Monday, Nov. 02, 1970

A Hiss for Horatio Alger

By LANCE MORROW

NIXON AGONISTES, THE CRISIS OF THE SELF-MADE MAN by Garry Wills. 617 pages. Houghton Mifflin. $10.

It is too early to evaluate Richard Nixon's presidency. In this discursive, bewildering and occasionally brilliant exercise, Garry Wills, a classicist-turned-journalist, writes, instead, about the idea of Nixon and the idea of the nation that elected him.

Wills' Nixon is a metaphor for "an older, and in many ways noble, America, made up of much sacrifice and anger." Yet Nixon's ascension to power, says Wills, is precisely a measure of the nation's failure, the bankruptcy of the Horatio Alger virtues and the supply-and-demand marketplace ethics that built this country.

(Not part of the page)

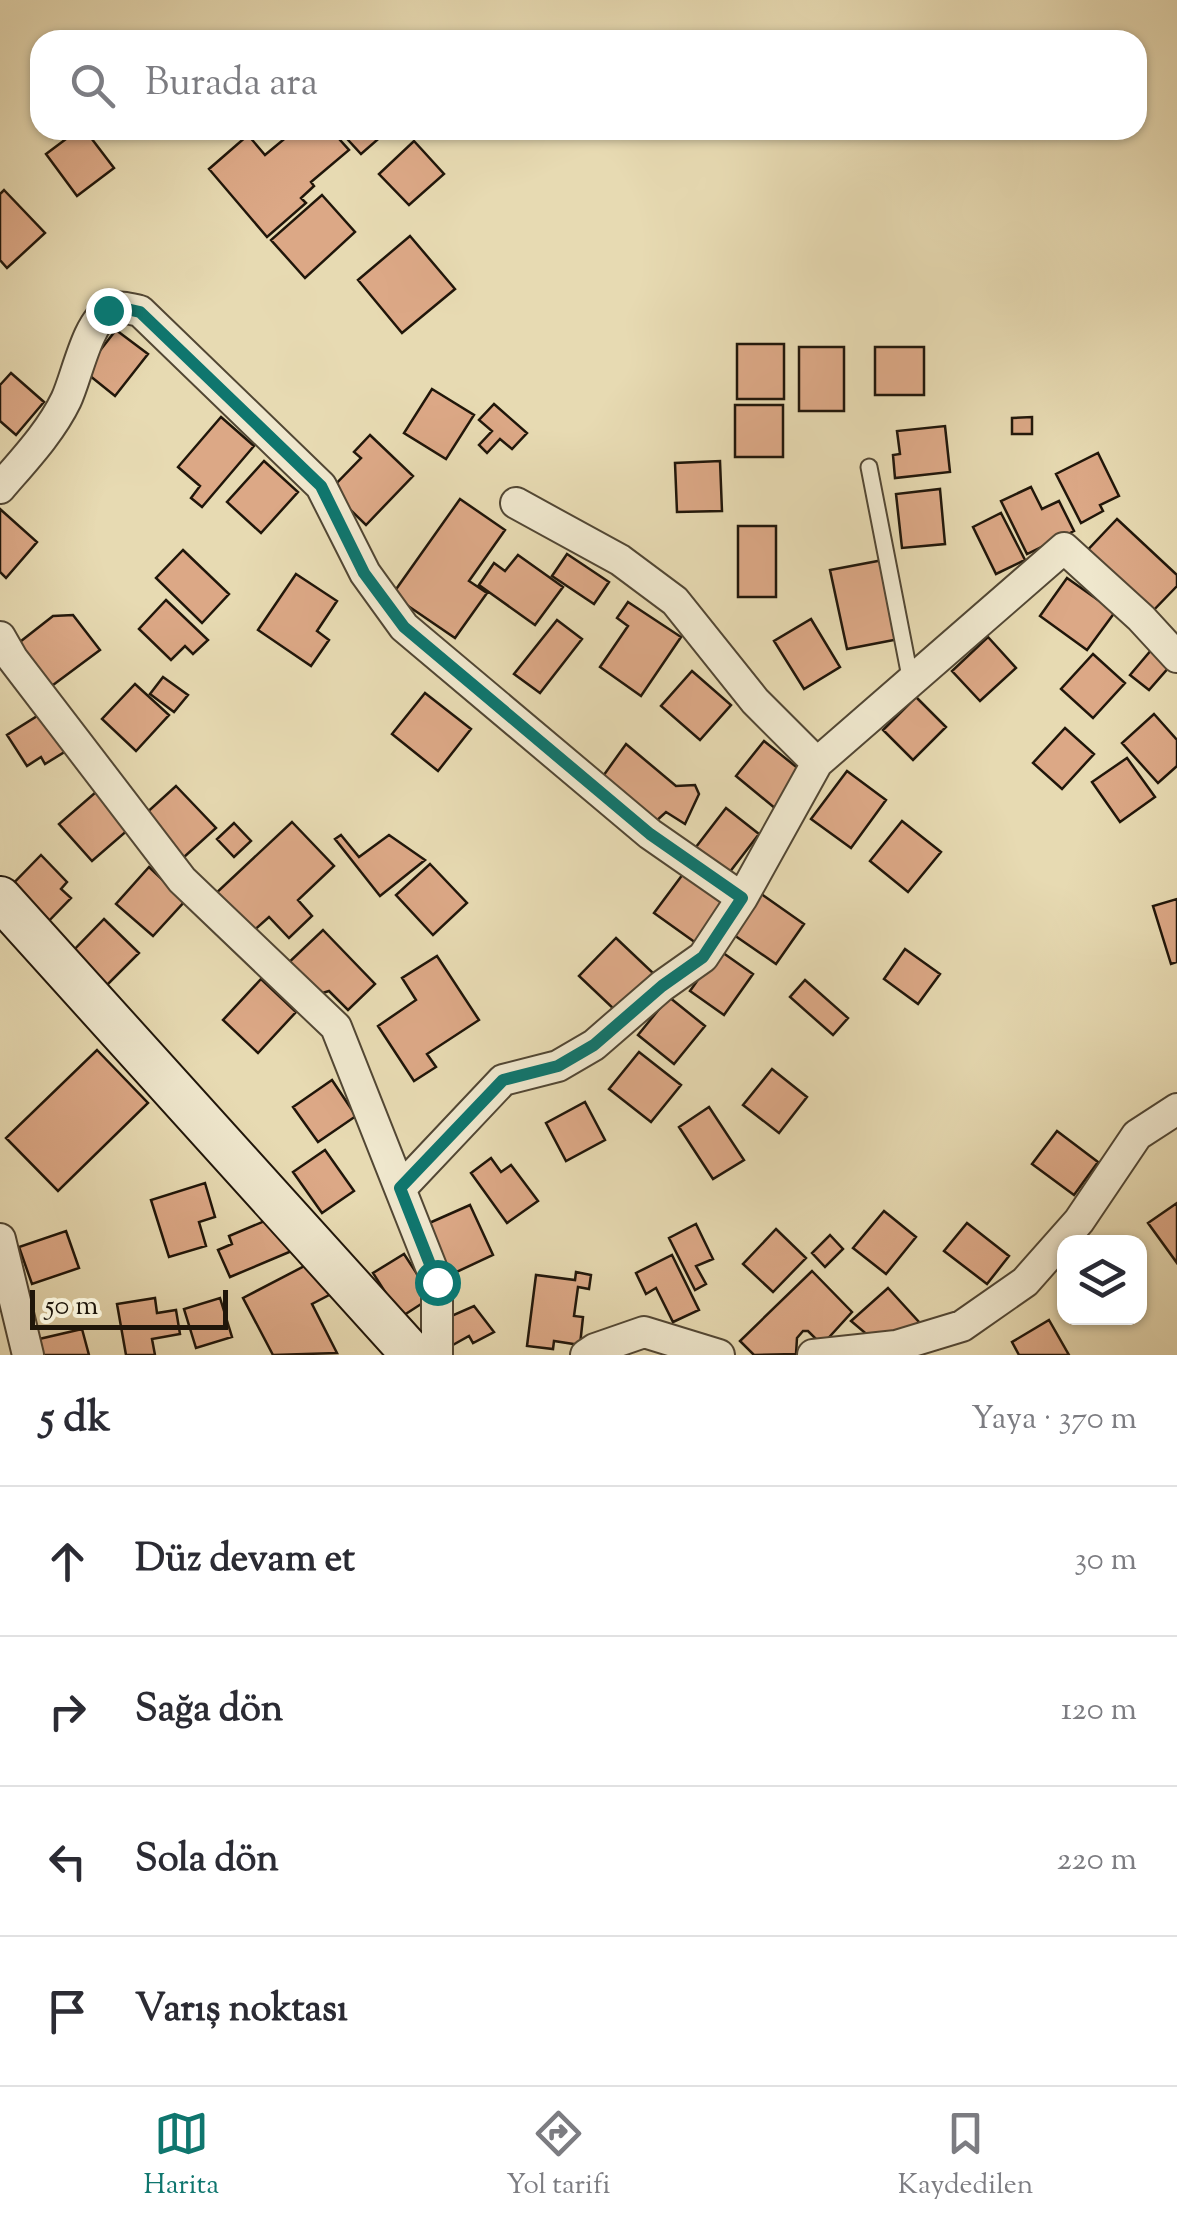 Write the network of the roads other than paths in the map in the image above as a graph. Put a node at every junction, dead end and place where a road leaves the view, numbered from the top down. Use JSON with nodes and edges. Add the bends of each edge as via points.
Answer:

The system of free competition, Wills argues, has crumbled under the weight of the corporate, governmental and moral systems that it created. It is no longer free. "Entry into competition," writes Wills, "becomes a matter of sheer improbable chance. The real market, where a man can amount to something, is disappearing." But with Nixon, "there was one hope left, a glimpse of the old code and toughness, of salvation lubricated in all its pistons by desperate, successful perspiration, a 'local boy who made good'. . .RICHARD NIXON steam-engining down the track, somehow un-derailed by history, cheered by those hoping he could re-establish the copybook maxims he lived by."

Nixon, says Wills, is "the last liberal." That is, he is liberal in the classical tradition: an individual, schooled to success and selfdiscipline, taking his chances in an impartial marketplace of goods and ideas. Wills sees Nixon as both caricature and culmination of the traditional theory that free competition will reward virtue and produce excellence. He is "Plastic Man," a dogged survivor of political enterprise, Whittier College's second-string lineman bathed in a Calvinist sweat of guilt and zeal, the political reincarnation of Uriah Keep.

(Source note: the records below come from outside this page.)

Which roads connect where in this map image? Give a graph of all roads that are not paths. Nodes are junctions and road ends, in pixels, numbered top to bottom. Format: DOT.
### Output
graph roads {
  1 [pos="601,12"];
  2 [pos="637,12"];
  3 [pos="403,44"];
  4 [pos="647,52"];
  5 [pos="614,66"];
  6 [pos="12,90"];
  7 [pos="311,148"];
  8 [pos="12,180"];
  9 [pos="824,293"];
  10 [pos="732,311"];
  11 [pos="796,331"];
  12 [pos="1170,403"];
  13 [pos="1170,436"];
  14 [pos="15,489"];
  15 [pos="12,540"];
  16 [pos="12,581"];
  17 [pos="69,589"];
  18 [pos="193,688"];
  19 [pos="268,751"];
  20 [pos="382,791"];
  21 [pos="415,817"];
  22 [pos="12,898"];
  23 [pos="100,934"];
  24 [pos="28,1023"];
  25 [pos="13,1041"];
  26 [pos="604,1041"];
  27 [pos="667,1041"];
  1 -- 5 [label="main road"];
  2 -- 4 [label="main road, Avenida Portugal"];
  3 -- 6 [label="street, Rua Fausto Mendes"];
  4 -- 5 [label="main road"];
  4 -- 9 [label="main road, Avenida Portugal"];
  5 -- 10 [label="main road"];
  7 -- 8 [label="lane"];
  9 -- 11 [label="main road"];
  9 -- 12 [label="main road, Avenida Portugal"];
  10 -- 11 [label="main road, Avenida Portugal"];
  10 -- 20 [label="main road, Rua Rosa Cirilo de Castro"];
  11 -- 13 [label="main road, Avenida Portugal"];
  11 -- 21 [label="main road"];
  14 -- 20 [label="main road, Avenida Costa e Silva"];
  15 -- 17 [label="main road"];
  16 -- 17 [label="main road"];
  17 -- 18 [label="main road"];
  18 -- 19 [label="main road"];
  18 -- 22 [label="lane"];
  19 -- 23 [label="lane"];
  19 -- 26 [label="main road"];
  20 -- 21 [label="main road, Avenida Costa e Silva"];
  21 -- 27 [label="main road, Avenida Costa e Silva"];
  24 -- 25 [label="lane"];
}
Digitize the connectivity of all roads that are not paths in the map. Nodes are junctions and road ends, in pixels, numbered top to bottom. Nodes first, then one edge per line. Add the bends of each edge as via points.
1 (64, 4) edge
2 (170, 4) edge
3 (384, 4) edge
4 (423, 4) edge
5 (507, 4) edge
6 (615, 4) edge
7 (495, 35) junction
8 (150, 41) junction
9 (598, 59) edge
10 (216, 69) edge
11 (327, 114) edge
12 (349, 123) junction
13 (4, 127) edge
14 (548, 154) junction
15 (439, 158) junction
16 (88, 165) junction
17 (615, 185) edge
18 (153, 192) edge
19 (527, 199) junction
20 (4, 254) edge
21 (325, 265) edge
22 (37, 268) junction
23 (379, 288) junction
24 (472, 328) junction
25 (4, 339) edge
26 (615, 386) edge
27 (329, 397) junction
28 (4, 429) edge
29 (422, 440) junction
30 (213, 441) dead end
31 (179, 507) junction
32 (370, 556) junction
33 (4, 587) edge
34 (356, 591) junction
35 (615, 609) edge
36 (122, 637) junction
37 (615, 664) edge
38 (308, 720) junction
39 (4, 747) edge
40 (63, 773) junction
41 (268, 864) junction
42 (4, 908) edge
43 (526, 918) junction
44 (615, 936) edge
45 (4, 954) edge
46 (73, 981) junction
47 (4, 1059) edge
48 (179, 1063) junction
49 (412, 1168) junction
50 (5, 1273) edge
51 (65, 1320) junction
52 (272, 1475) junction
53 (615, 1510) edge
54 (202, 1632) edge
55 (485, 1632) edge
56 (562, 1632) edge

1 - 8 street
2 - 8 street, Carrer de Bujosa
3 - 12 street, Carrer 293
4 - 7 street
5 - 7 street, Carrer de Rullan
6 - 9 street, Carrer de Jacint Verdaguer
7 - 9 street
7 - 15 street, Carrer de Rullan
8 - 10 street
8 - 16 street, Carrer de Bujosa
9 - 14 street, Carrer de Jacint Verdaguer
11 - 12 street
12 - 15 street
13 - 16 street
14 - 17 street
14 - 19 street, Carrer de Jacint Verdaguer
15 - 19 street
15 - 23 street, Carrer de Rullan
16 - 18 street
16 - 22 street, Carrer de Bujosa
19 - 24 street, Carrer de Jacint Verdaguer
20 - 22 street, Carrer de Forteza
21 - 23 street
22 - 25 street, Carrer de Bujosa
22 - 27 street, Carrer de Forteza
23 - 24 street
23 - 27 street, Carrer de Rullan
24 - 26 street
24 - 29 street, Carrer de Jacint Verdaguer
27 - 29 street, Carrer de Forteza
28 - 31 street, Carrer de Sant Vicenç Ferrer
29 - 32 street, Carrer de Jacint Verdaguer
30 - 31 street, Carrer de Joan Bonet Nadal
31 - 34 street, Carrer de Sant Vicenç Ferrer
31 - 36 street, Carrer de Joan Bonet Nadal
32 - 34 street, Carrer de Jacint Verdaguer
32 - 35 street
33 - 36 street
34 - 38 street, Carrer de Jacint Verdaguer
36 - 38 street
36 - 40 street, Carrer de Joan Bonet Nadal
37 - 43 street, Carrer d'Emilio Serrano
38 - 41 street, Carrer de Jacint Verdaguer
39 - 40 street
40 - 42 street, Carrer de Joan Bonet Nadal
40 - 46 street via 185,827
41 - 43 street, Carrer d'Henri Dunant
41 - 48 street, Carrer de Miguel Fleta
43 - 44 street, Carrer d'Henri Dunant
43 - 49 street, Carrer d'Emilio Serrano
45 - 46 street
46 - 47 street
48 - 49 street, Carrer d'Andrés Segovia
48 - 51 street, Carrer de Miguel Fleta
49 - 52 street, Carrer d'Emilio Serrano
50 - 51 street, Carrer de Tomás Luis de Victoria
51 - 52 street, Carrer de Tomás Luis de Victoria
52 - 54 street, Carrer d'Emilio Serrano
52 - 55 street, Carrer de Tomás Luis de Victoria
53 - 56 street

Unfree Enterprise. It is not difficult to predict the outrage that Wills' book will detonate in Spiro Agnew--to say nothing of Nixon himself. Wills attacks ad hominem and sometimes quite unfairly--even granting the license of political satire. In one unpleasant lapse, for example, he describes Pat and Dick Nixon getting married: "The serious young man, son of a Quaker saint, docilely lines up at the marriage mart, where all the gooiest extras--orange blossoms, 'O Promise Me,' illusion veils --cover the emptiness of the transaction." It is both Wills' method and mistake to insert his aesthetic objections to Nixon into substantive arguments.

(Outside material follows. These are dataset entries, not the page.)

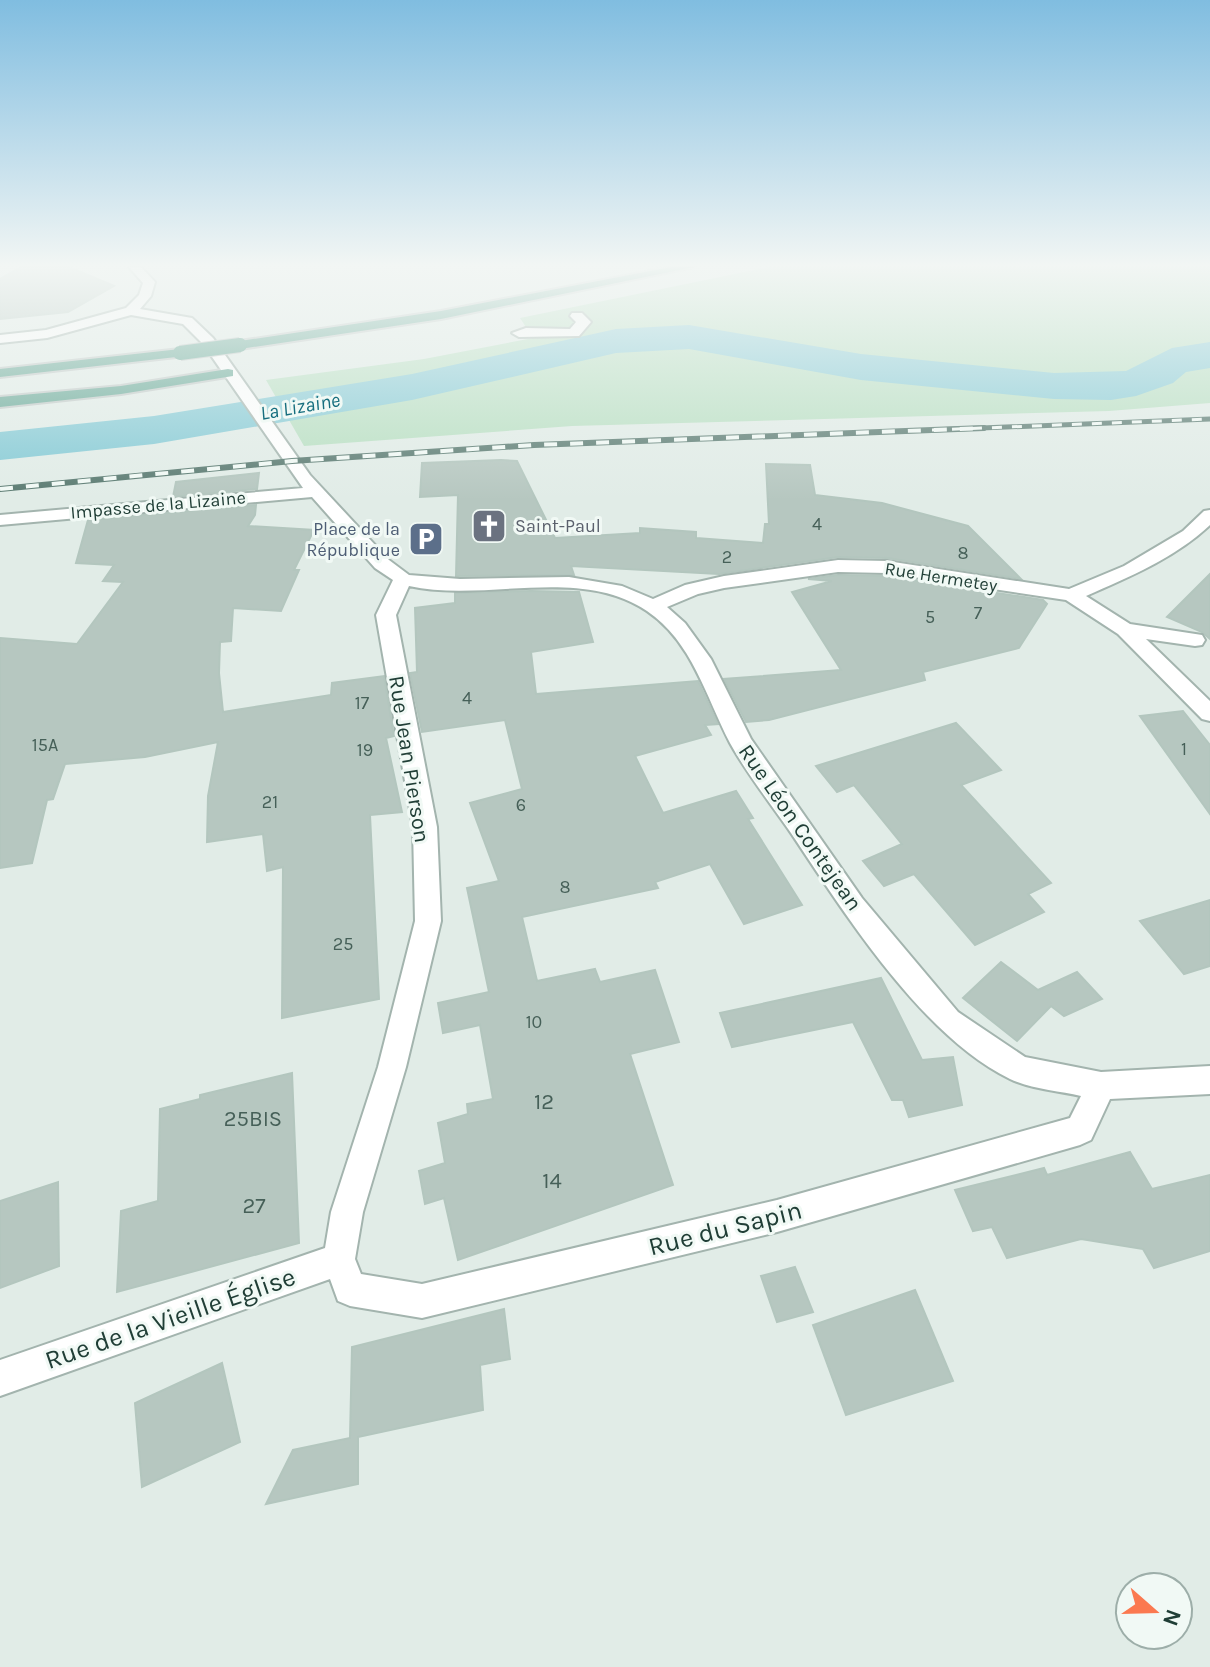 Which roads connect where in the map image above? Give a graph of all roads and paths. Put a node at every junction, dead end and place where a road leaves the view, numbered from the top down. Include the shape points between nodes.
1 (210, 345) edge
2 (241, 345) edge
3 (0, 373) edge
4 (232, 378) junction
5 (0, 402) edge
6 (316, 492) junction
7 (1210, 515) edge
8 (0, 520) edge
9 (403, 579) junction
10 (1071, 595) junction
11 (653, 606) junction
12 (1125, 630) junction
13 (1195, 640) dead end
14 (1210, 714) edge
15 (1210, 1080) edge
16 (1101, 1086) junction
17 (339, 1259) junction
18 (0, 1378) edge

1 - 4 street
2 - 3 main road, bridge
4 - 5 main road
4 - 6 street
6 - 8 street, Impasse de la Lizaine
6 - 9 street via 382,564
7 - 10 street via 1189,535 1131,570
9 - 11 street, Rue Léon Contejean via 460,585 569,583 615,590
9 - 17 street, Rue Jean Pierson via 386,615 425,827 428,921 392,1067 347,1212
10 - 11 street, Rue Hermetey via 887,567 838,566 724,582
10 - 12 street
11 - 16 street, Rue Léon Contejean via 678,627 704,664 741,742 853,905 948,1021 1019,1069
12 - 13 street
12 - 14 street
15 - 16 street, Rue Léon Contejean
16 - 17 street, Rue du Sapin via 1080,1130 777,1216 422,1301 350,1289
17 - 18 street, Rue de la Vieille Église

Republicans may also notice that it is mostly they who are cartooned, sometimes brilliantly (see box). Still Wills writes with respect and admiration of Dwight Eisenhower, whom he considers "a political genius." He makes fun of John Kennedy for his "stylistic imperialism," a militaristic impulse that, Wills says, was more highly developed than Nixon's.

As theory, Wills' perception of the injustices and frustrations caused by the free-market mystique is useful. And he offers a rather vague vision of an alternative society, pleading for "a period of intense experimentation" with different forms of community. He tends to slight the evolution that the nation --and with it, Richard Nixon--has undergone. He sees the New Deal, for example, as a mere readjustment to include more players in the competitive game. But the shift in money and poitical power of the '30s was profound. The competitive game was qualitatively changed. Workingmen could and did begin earning the money to buy houses --and eventually hard, political hats.

The reportage of Nixon Agonistes is often more interesting than its ideology. Much of the territory has been trod before, but with his stylistic gift--a broad sense of satire wedded to an acute political intelligence--Wills makes even his recapitulations entertaining. Wills goes spelunking into Nixon's Whittier prehistory and there finds Frank Nixon, his father, "gloomy and argumentative, black Irishman moving in cloud, with frequent lightnings out of it." His late mother, Wills reports, displayed a "colored photo-portrait of Richard, which was, when one threw the switch, lit electrically from behind like a hamburger king's." There is some truth but also a certain theatrical silliness in Wills' conclusion: "Nixon is at the mercy of his past, without quite possessing it."

All along, there seems to be revolution hatching in Wills' prose. It is odd, then, after 600 pages, to find him in a mood of mild conciliation. "There are signs that history, having made ours a great nation, may now be in the process of unmaking us--unless we can tap some energies for our own renewal." Having damned the Horatio Alger society from the pulpit, Wills ends by taking up a collection for self-improvement.